The US Climate Prediction Center (CPC) currently gives El Niño a 62% chance of developing between May and July this year. For the period from July to September, there is an 80% chance of El Niño setting in — a big jump from the 56% probability that the CPC predicted last month. 

An El Niño event would follow a rare, three consecutive years of La Niña, which has many of the opposite effects to El Niño on agricultural crop growing conditions. Currently, the CPC says the globe’s climate is in a period of ENSO Neutral, meaning an absence of either La Niña or El Niño. 

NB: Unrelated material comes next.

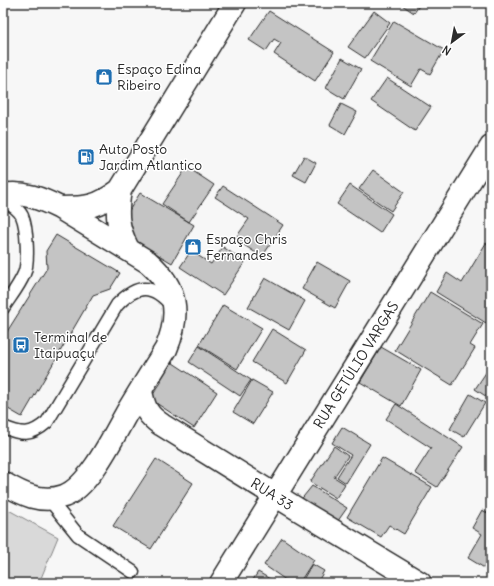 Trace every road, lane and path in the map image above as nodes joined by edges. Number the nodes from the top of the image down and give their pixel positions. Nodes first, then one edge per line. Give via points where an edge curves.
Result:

El Niño affects food production differently around the world. In the US, previous El Niño years have been linked with some of the most successful US corn and soybean crops, as favorable summer growing conditions prevailed in the Corn Belt. 

In 2015, when the last major El Niño event occurred, the Midwest had above-normal rainfall in the June-August growing period that boosted corn yields, as shown by this Gro display. Other years that saw above-average yields can be seen in Gro’s US Farmer Profitability and Crop Budgets app

By contrast, the past three years of La Niña have subjected large areas of the US Corn Belt, especially in Western states, to drought conditions, damaging crop yields and curtailing production, as Gro wrote about here

South America’s corn and soybeans, hurt by years of La Niña-induced drought, also could benefit from a transition to El Niño, which tends to bring greater precipitation in Argentina and southern Brazil in late spring and early summer. Argentina this year is projected to have its smallest soybean crop in nearly a quarter century due to drought. 

For Southeast Asia, crucial for global exports of palm, rice, and sugar, El Niño typically results in significant climate-related problems. India and Thailand often experience deficient rainfall and higher temperatures that can damage sugar production. And drier conditions in Indonesia and Malaysia tend to reduce palm oil production. Since palm production typically lags a change in prevailing climate conditions by six to nine months, a transition to El Niño could weigh on yields in 2024 and beyond, as Gro highlighted here

Cocoa production in West Africa could suffer under El Niño, which is linked to dry weather in the region. Gro’s Climate Risk Navigator for Agriculture currently shows accumulated precipitation is well above average in cocoa growing areas of Ivory Coast and Ghana. However, a switch to drier conditions ahead of the main cocoa crop, which is harvested from October to March, could hurt yields. 

South Africa also tends to see drier weather during El Niño years. Corn production in the country, which serves as a breadbasket for southern Africa, dropped in 2015 and 2016, during the previous major El Niño event. 

Australia, which begins planting wheat next month, could see an end to a series of three consecutive bumper crops, as El Niño usually brings drier weather to wheat growing regions especially in the country’s east.